Start of Input data
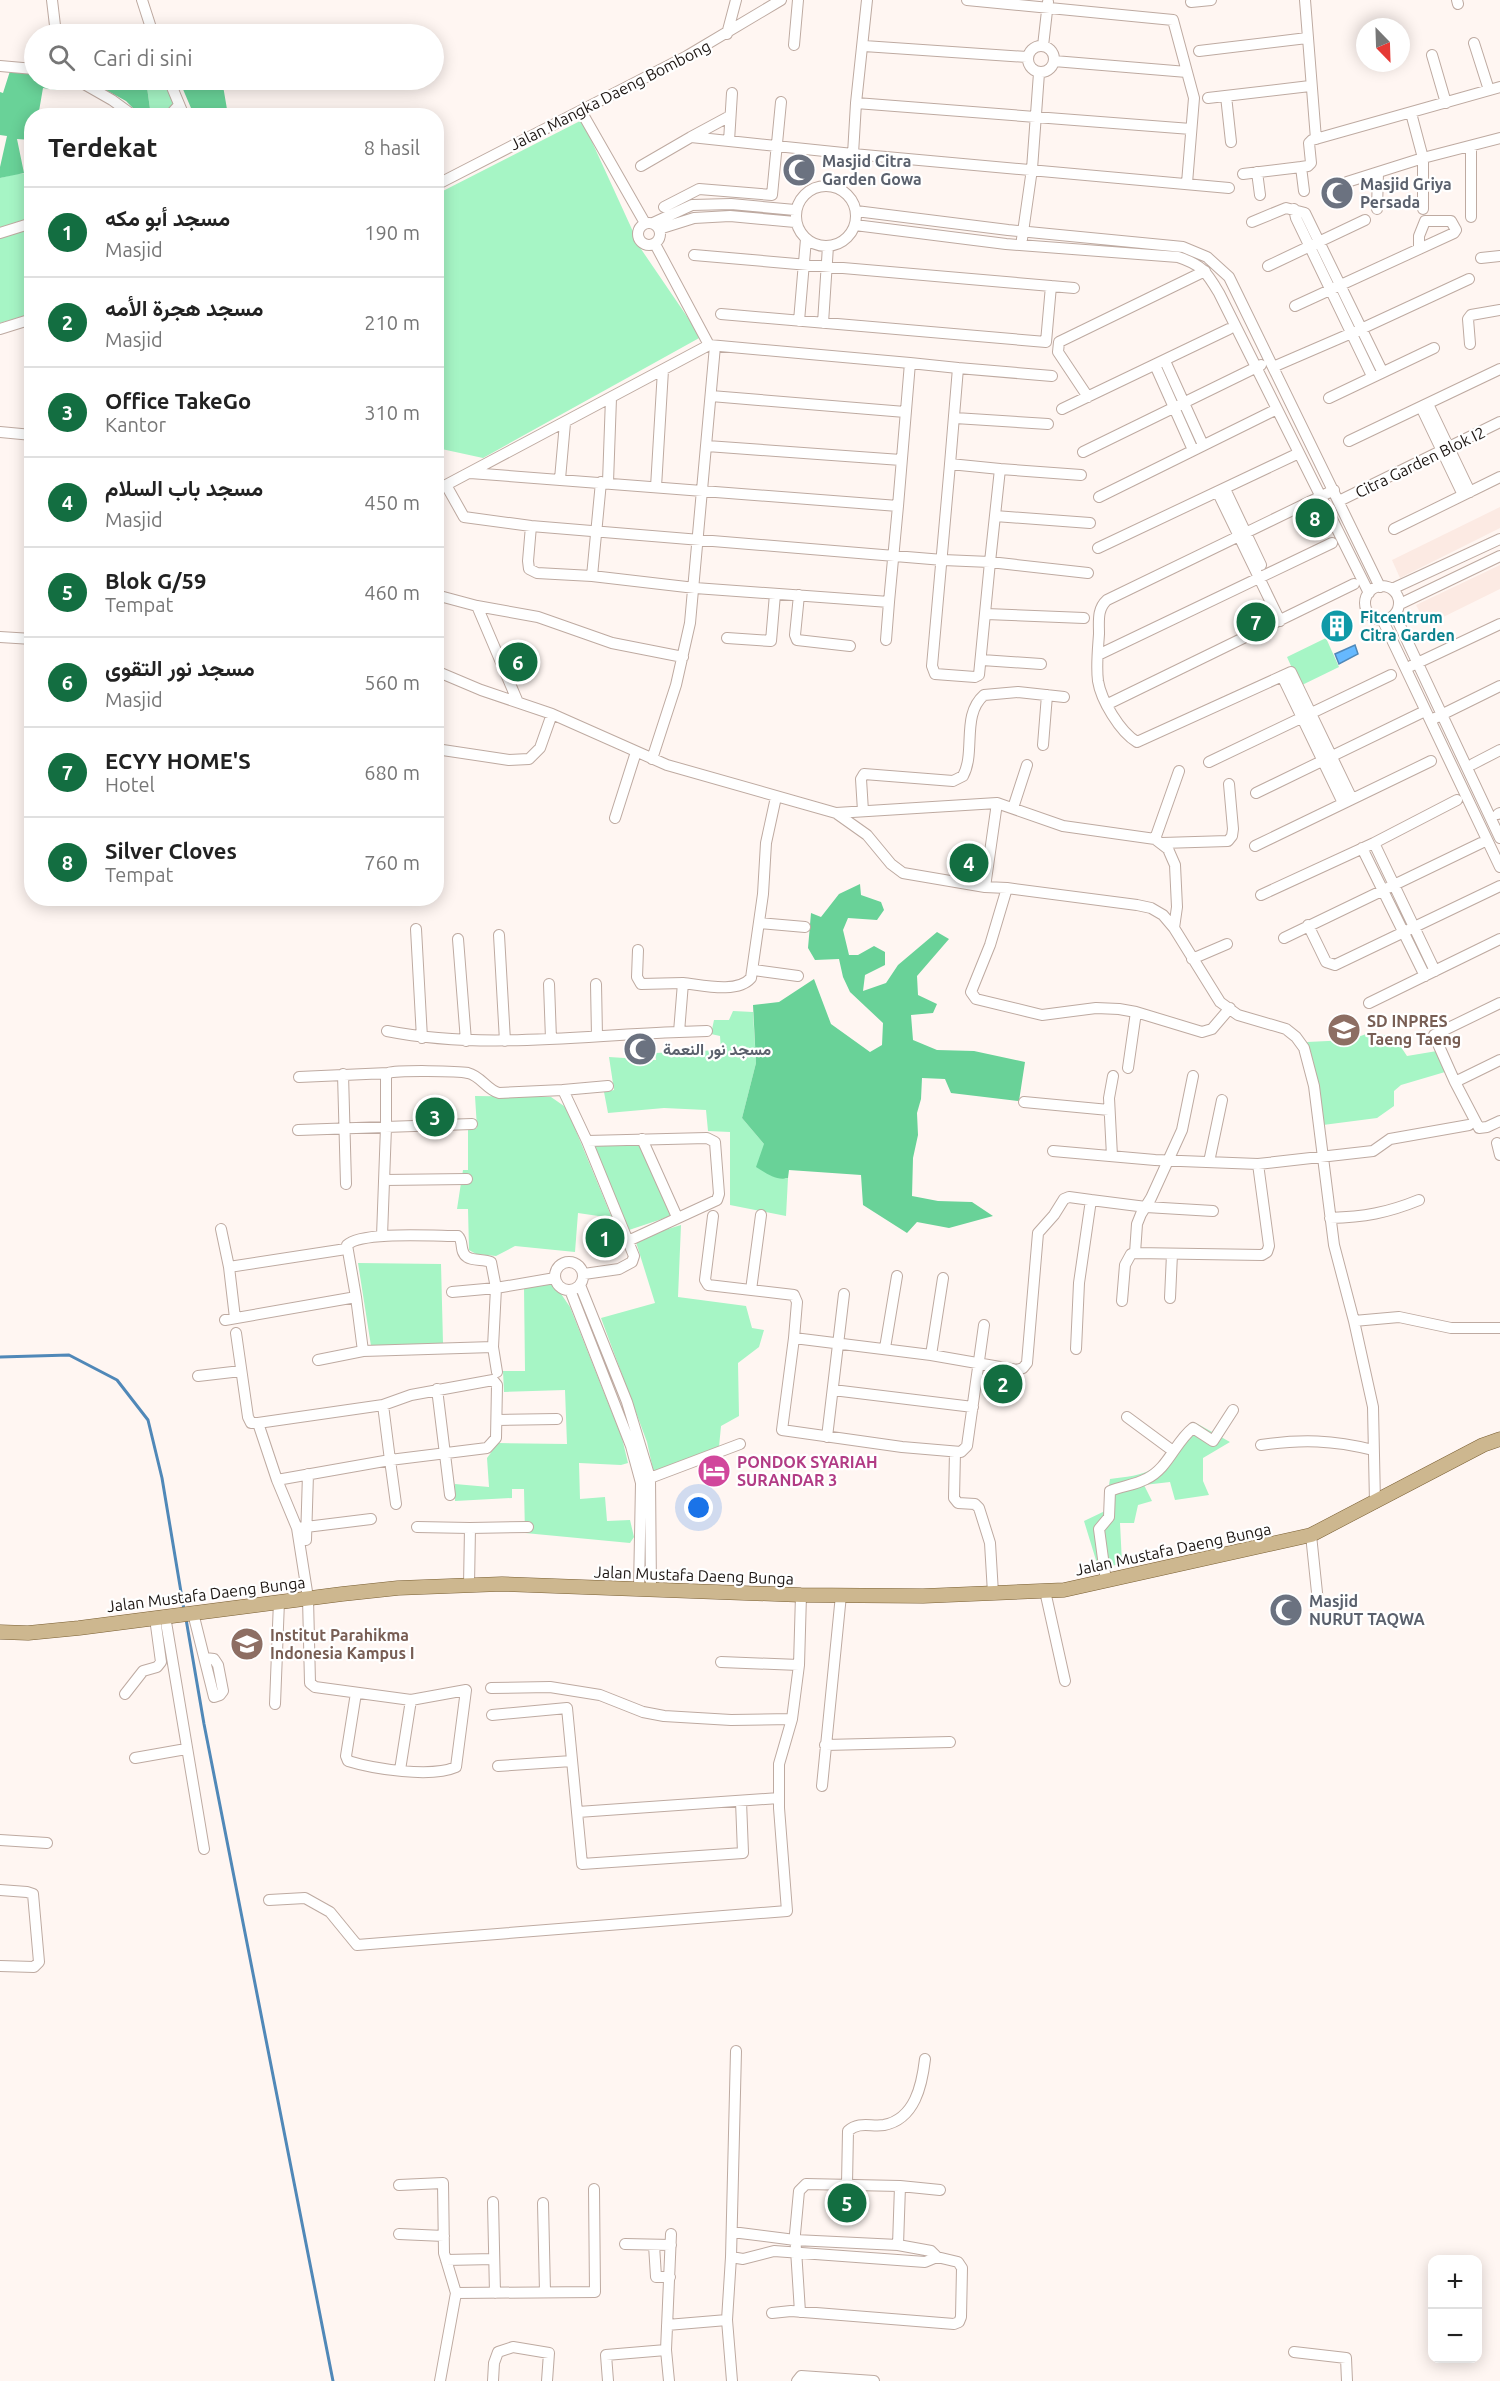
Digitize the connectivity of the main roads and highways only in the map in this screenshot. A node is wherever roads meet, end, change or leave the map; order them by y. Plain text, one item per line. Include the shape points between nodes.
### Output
1 (1500, 1439) edge
2 (0, 1632) edge

1 - 2 main road, Jalan Mustafa Daeng Bunga via 1311,1534 1064,1590 923,1596 502,1584 398,1588 28,1633

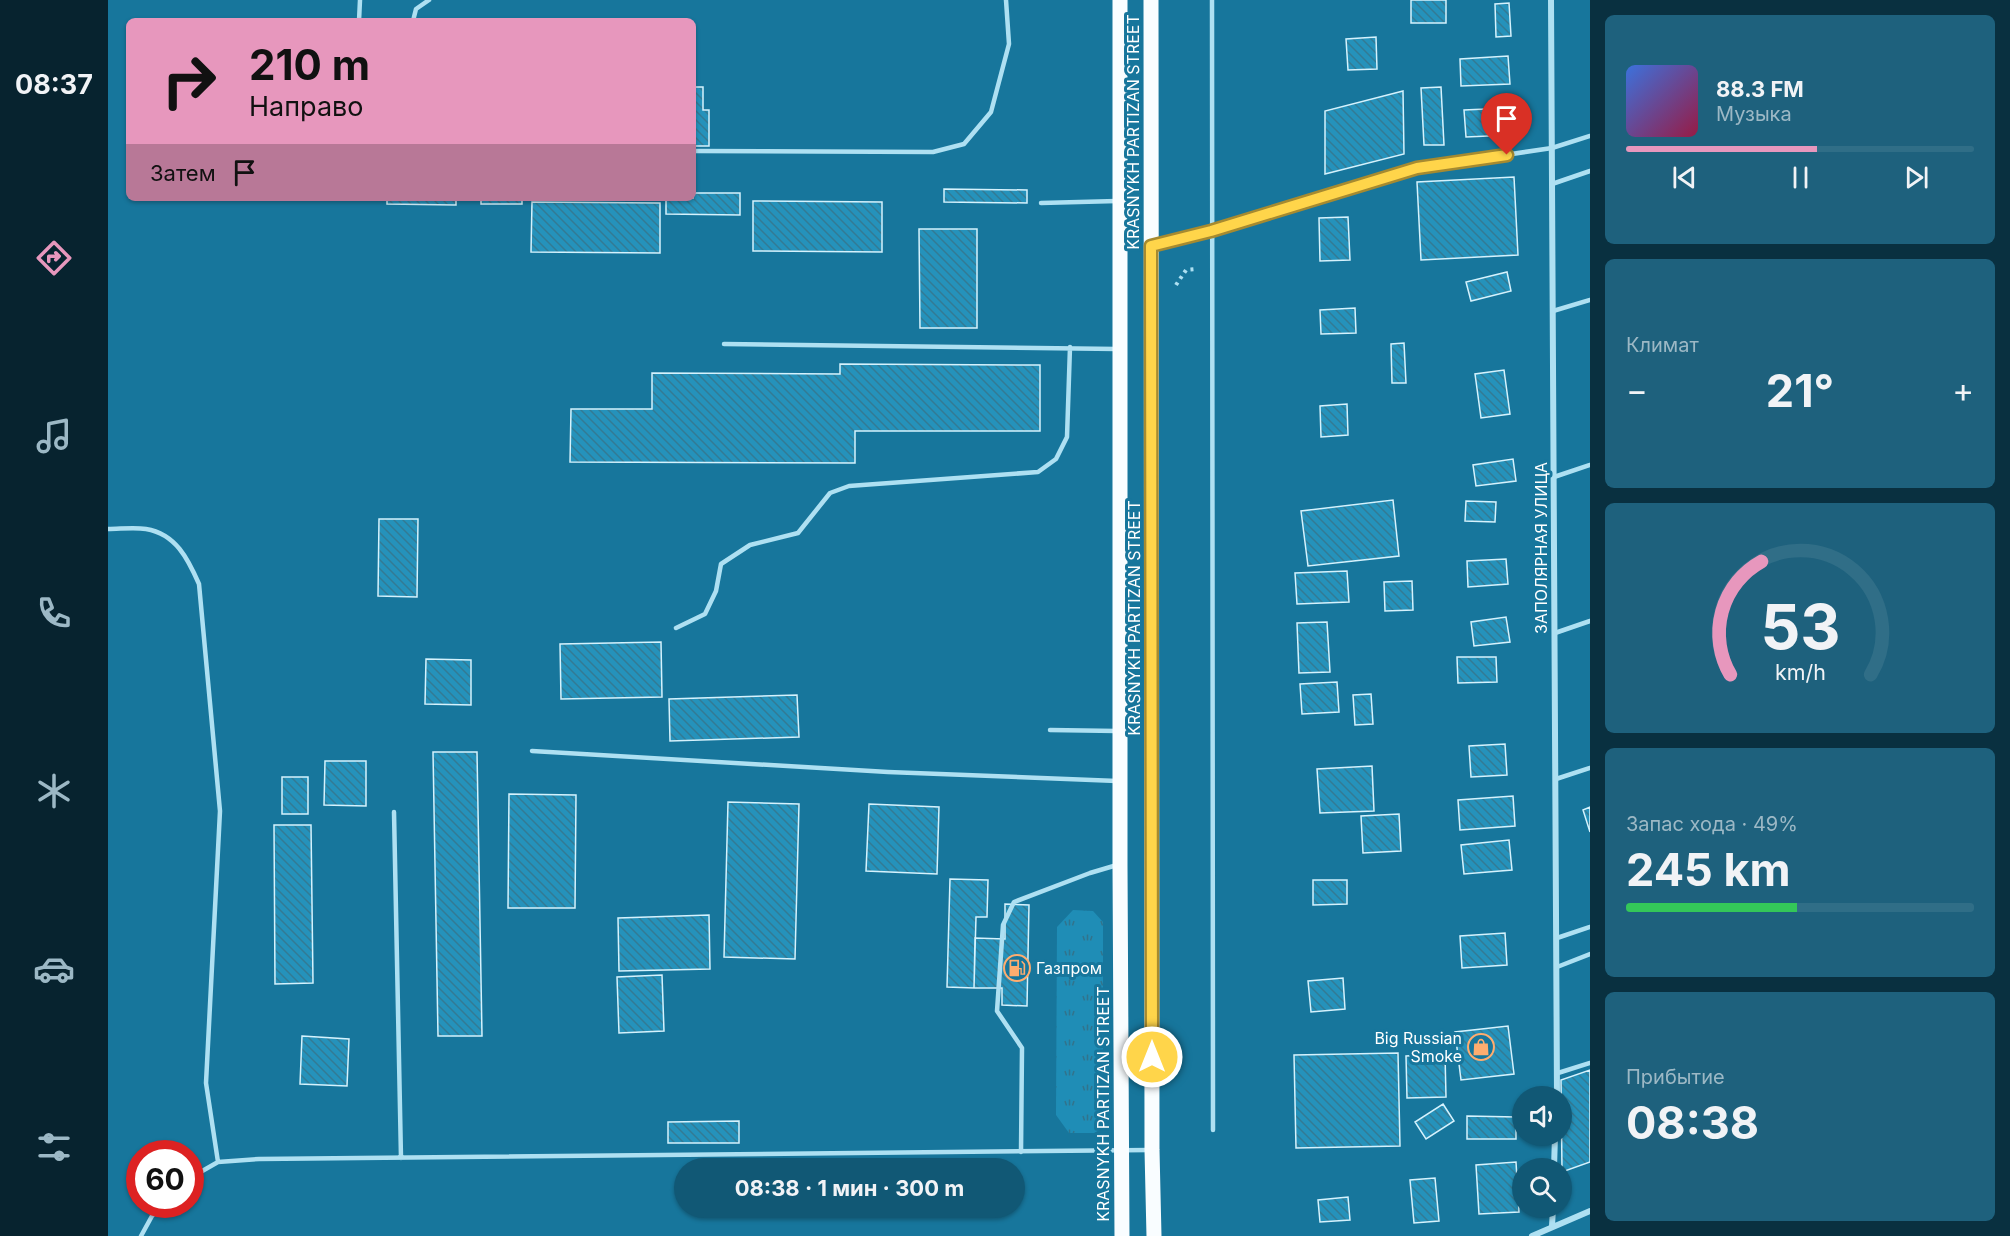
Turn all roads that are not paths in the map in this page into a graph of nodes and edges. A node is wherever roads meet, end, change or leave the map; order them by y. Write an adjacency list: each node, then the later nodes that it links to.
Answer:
End of Input data
Instructions to follow -> Write down only the closing run of lines: the one containing "Turn all roads" and every line after it to the end of the entries, exactly.

Result for this exercise ->
Turn all roads that are not paths in the map in this page into a graph of nodes and edges. A node is wherever roads meet, end, change or leave the map; order them by y. Write an adjacency list: each node, then the later nodes that it links to.
Answer:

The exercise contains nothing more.